Nel percorso di visita, guidato da un archivista o uno storico dell’arte, si potranno visitare gli ambienti claustrali trasformati nel 1845 ad uso del Grande Archivio del Regno, quali la Biblioteca, la Sala Diplomatica, la Sala Gentilizi, la Scuola di Diplomatica e Archivistica. Sarà mostrata una serie di documenti, testimonianza dell’eccezionale patrimonio cartografico, documentario e librario conservato dall’Archivio di Napoli, una delle istituzioni archivistiche più ricche e antiche d’Europa.

Un modo unico per osservare da vicino atti, carte private, mappe, lettere che documentano piccoli e grandi avvenimenti storici e che raccontano storie straordinarie e sorprendenti.

Il percorso standard prevede una visita della durata di un’ora circa; è possibile inoltre richiede visite personalizzate tematiche.

Concessione spazi per manifestazioni ed eventi

Per la sua posizione strategica, gli ampi spazi esterni ed interni particolarmente affascinanti e di grande impatto visivo, l’Archivio di Stato di Napoli si pone come il principale luogo di cultura del centro storico di Napoli in grado di offrire la possibilità di organizzare eventi e manifestazioni di vario genere.

Le sale con capienza da 20 a 120 posti, nonché gli atri ed altri spazi, sono adatti per accogliere convegni, conferenze, riunioni o presentazioni aziendali, screening di film, conferenze stampa, cene private, cocktail, rinfreschi, servizi fotografici, spot pubblicitari e riprese cinematografiche.

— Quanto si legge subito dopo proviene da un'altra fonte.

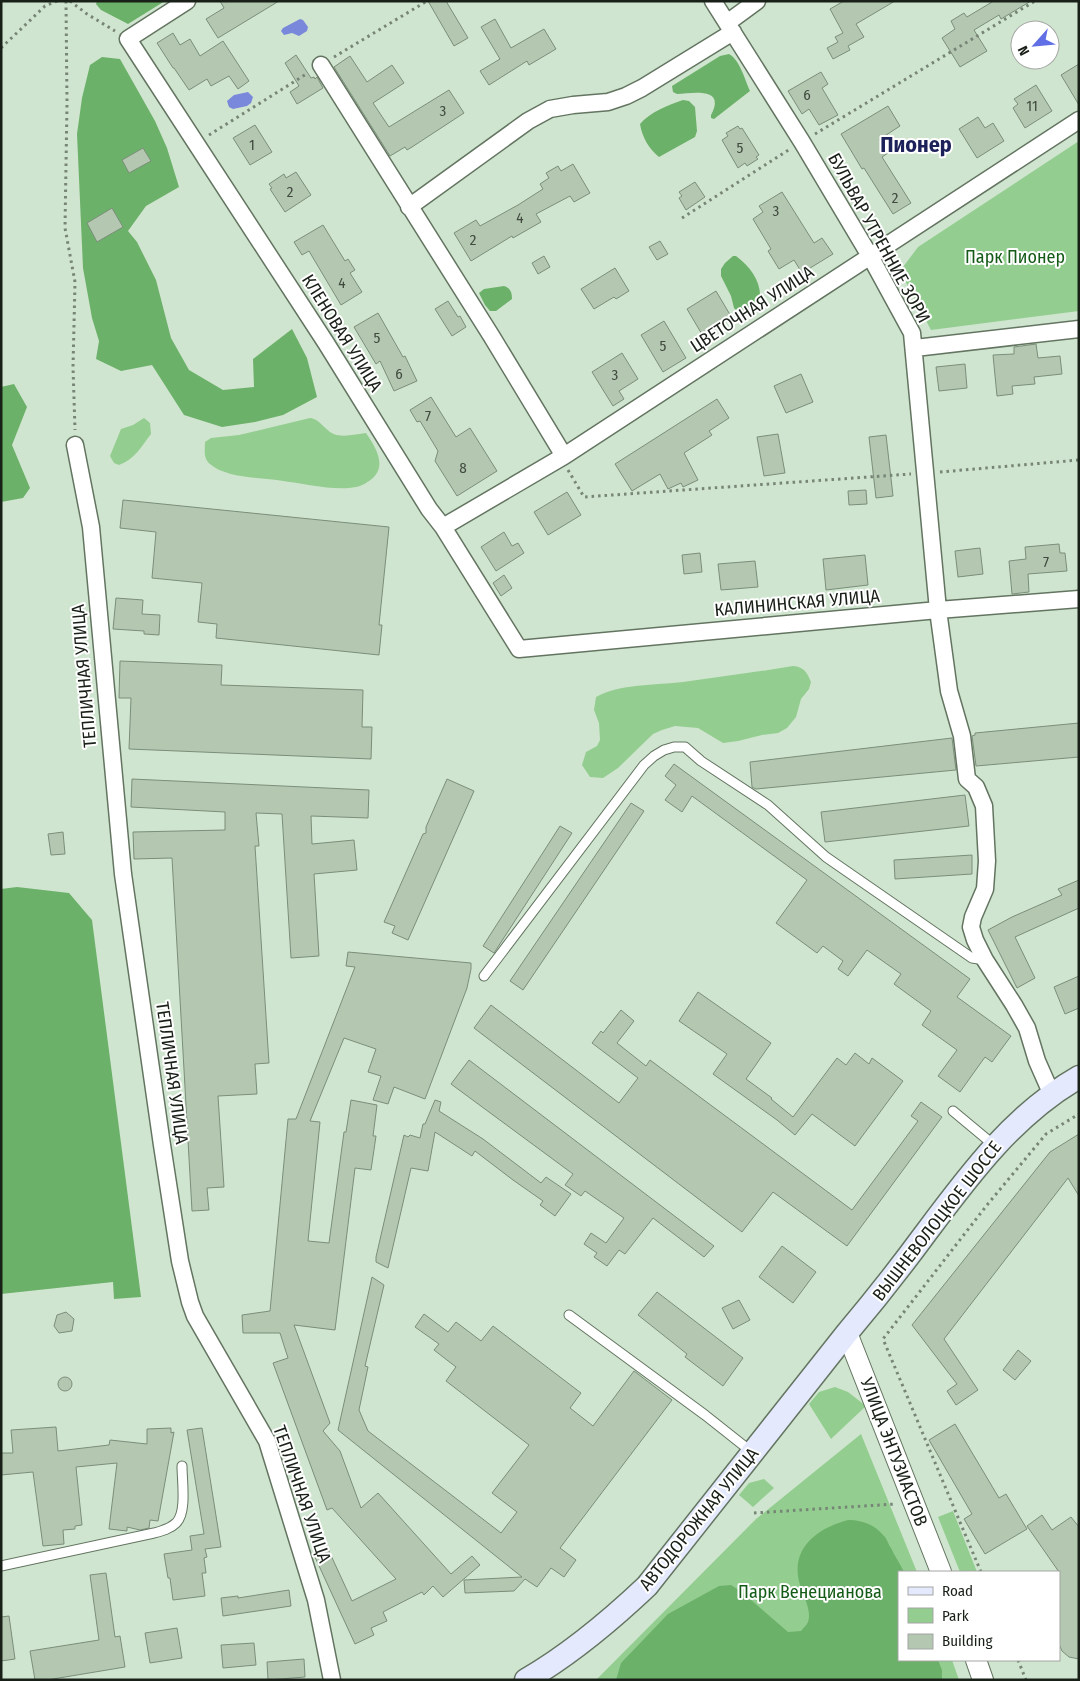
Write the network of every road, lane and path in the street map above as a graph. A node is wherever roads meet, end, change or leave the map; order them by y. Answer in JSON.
{"nodes":[{"id":1,"x":57,"y":1,"type":"edge"},
{"id":2,"x":66,"y":1,"type":"edge"},
{"id":3,"x":70,"y":1,"type":"edge"},
{"id":4,"x":187,"y":1,"type":"edge"},
{"id":5,"x":713,"y":1,"type":"edge"},
{"id":6,"x":758,"y":1,"type":"edge"},
{"id":7,"x":1035,"y":1,"type":"edge"},
{"id":8,"x":730,"y":28,"type":"junction"},
{"id":9,"x":128,"y":39,"type":"junction"},
{"id":10,"x":1,"y":48,"type":"edge"},
{"id":11,"x":321,"y":65,"type":"dead end"},
{"id":12,"x":1079,"y":120,"type":"edge"},
{"id":13,"x":802,"y":142,"type":"junction"},
{"id":14,"x":409,"y":207,"type":"junction"},
{"id":15,"x":682,"y":218,"type":"dead end"},
{"id":16,"x":870,"y":256,"type":"junction"},
{"id":17,"x":1079,"y":329,"type":"edge"},
{"id":18,"x":915,"y":348,"type":"junction"},
{"id":19,"x":76,"y":445,"type":"joint"},
{"id":20,"x":563,"y":457,"type":"junction"},
{"id":21,"x":1079,"y":460,"type":"edge"},
{"id":22,"x":926,"y":473,"type":"junction"},
{"id":23,"x":443,"y":527,"type":"junction"},
{"id":24,"x":1079,"y":599,"type":"edge"},
{"id":25,"x":938,"y":610,"type":"junction"},
{"id":26,"x":518,"y":650,"type":"joint"},
{"id":27,"x":985,"y":960,"type":"junction"},
{"id":28,"x":484,"y":976,"type":"dead end"},
{"id":29,"x":1079,"y":1078,"type":"edge"},
{"id":30,"x":1052,"y":1094,"type":"junction"},
{"id":31,"x":953,"y":1111,"type":"dead end"},
{"id":32,"x":1079,"y":1114,"type":"edge"},
{"id":33,"x":995,"y":1146,"type":"junction"},
{"id":34,"x":570,"y":1315,"type":"dead end"},
{"id":35,"x":847,"y":1332,"type":"junction"},
{"id":36,"x":753,"y":1453,"type":"junction"},
{"id":37,"x":182,"y":1466,"type":"dead end"},
{"id":38,"x":896,"y":1504,"type":"dead end"},
{"id":39,"x":754,"y":1513,"type":"dead end"},
{"id":40,"x":1,"y":1566,"type":"edge"},
{"id":41,"x":941,"y":1571,"type":"edge"},
{"id":42,"x":981,"y":1571,"type":"edge"},
{"id":43,"x":976,"y":1661,"type":"edge"},
{"id":44,"x":1018,"y":1661,"type":"edge"},
{"id":45,"x":332,"y":1680,"type":"edge"},
{"id":46,"x":526,"y":1680,"type":"edge"},
{"id":47,"x":983,"y":1680,"type":"edge"},
{"id":48,"x":1026,"y":1680,"type":"edge"}],
"edges":[{"from":1,"to":10,"type":"path"},
{"from":2,"to":19,"type":"path"},
{"from":3,"to":9,"type":"path"},
{"from":4,"to":9,"type":"street"},
{"from":5,"to":8,"type":"street","name":"БУЛЬВАР УТРЕННИЕ ЗОРИ"},
{"from":6,"to":8,"type":"street"},
{"from":7,"to":13,"type":"path"},
{"from":8,"to":13,"type":"street","name":"БУЛЬВАР УТРЕННИЕ ЗОРИ"},
{"from":8,"to":14,"type":"street"},
{"from":9,"to":23,"type":"street","name":"КЛЕНОВАЯ УЛИЦА"},
{"from":11,"to":14,"type":"street"},
{"from":12,"to":16,"type":"street","name":"ЦВЕТОЧНАЯ УЛИЦА"},
{"from":13,"to":15,"type":"path"},
{"from":13,"to":16,"type":"street","name":"БУЛЬВАР УТРЕННИЕ ЗОРИ"},
{"from":14,"to":20,"type":"street"},
{"from":16,"to":18,"type":"street","name":"БУЛЬВАР УТРЕННИЕ ЗОРИ"},
{"from":16,"to":20,"type":"street","name":"ЦВЕТОЧНАЯ УЛИЦА"},
{"from":17,"to":18,"type":"street"},
{"from":18,"to":22,"type":"street","name":"БУЛЬВАР УТРЕННИЕ ЗОРИ"},
{"from":19,"to":45,"type":"street","name":"ТЕПЛИЧНАЯ УЛИЦА"},
{"from":20,"to":22,"type":"path"},
{"from":20,"to":23,"type":"street","name":"ЦВЕТОЧНАЯ УЛИЦА"},
{"from":21,"to":22,"type":"path"},
{"from":22,"to":25,"type":"street","name":"БУЛЬВАР УТРЕННИЕ ЗОРИ"},
{"from":23,"to":26,"type":"street","name":"КЛЕНОВАЯ УЛИЦА"},
{"from":24,"to":25,"type":"street","name":"КАЛИНИНСКАЯ УЛИЦА"},
{"from":25,"to":26,"type":"street","name":"КАЛИНИНСКАЯ УЛИЦА"},
{"from":25,"to":27,"type":"street","name":"БУЛЬВАР УТРЕННИЕ ЗОРИ"},
{"from":27,"to":28,"type":"lane"},
{"from":27,"to":30,"type":"street","name":"БУЛЬВАР УТРЕННИЕ ЗОРИ"},
{"from":29,"to":30,"type":"main road","name":"ВЫШНЕВОЛОЦКОЕ ШОССЕ"},
{"from":30,"to":33,"type":"main road","name":"ВЫШНЕВОЛОЦКОЕ ШОССЕ"},
{"from":31,"to":33,"type":"lane"},
{"from":32,"to":42,"type":"path"},
{"from":33,"to":35,"type":"main road","name":"ВЫШНЕВОЛОЦКОЕ ШОССЕ"},
{"from":34,"to":36,"type":"lane"},
{"from":35,"to":36,"type":"main road","name":"АВТОДОРОЖНАЯ УЛИЦА"},
{"from":35,"to":41,"type":"street","name":"УЛИЦА ЭНТУЗИАСТОВ"},
{"from":36,"to":46,"type":"main road","name":"АВТОДОРОЖНАЯ УЛИЦА"},
{"from":37,"to":40,"type":"lane"},
{"from":38,"to":39,"type":"path"},
{"from":43,"to":47,"type":"street"},
{"from":44,"to":48,"type":"path"}]}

Gli enti pubblici e i privati possono fare richiesta di utilizzo degli spazi, che saranno dati in uso compatibilmente con il normale svolgimento dell’attività istituzionale.

Per informazioni sulla concessione degli spazi scrivere a: as-na@beniculturali.it.

Tirocinio

L’Archivio di Stato di Napoli promuove da anni, come attività di formazione e di collaborazione volontarie e gratuite, il tirocinio e il servizio volontario.
Tali attività mirano all’apprendimento delle metodologie e delle tecniche proprie del lavoro archivistico e si svolgono sotto la guida di funzionari esperti, che elaborano a tale scopo specifici progetti formativi.

Il tirocinio curriculare ha durata variabile, da tre a sei mesi, ed è eventualmente rinnovabile.
Presupposto necessario è l’esistenza di una Convenzione tra gli enti di formazione del candidato e l’Archivio di Stato di Napoli.
L’attività di tirocinio viene certificata dalle firme di presenza del tirocinante e dalla relazione finale del tutor.

Il volontariato viene attivato su domanda dell’aspirante e autorizzazione del Ministero dei beni e delle attività culturali e del turismo – Direzione generale per gli archivi.
L’aspirante volontario deve essere in possesso di uno dei seguenti requisiti:
– laurea triennale o magistrale
– diploma conseguito presso una Scuola di archivistica paleografia e diplomatica, oppure iscrizione al I anno presso la stessa Scuola.
E’ inoltre indispensabile che il volontario stipuli idonea assicurazione.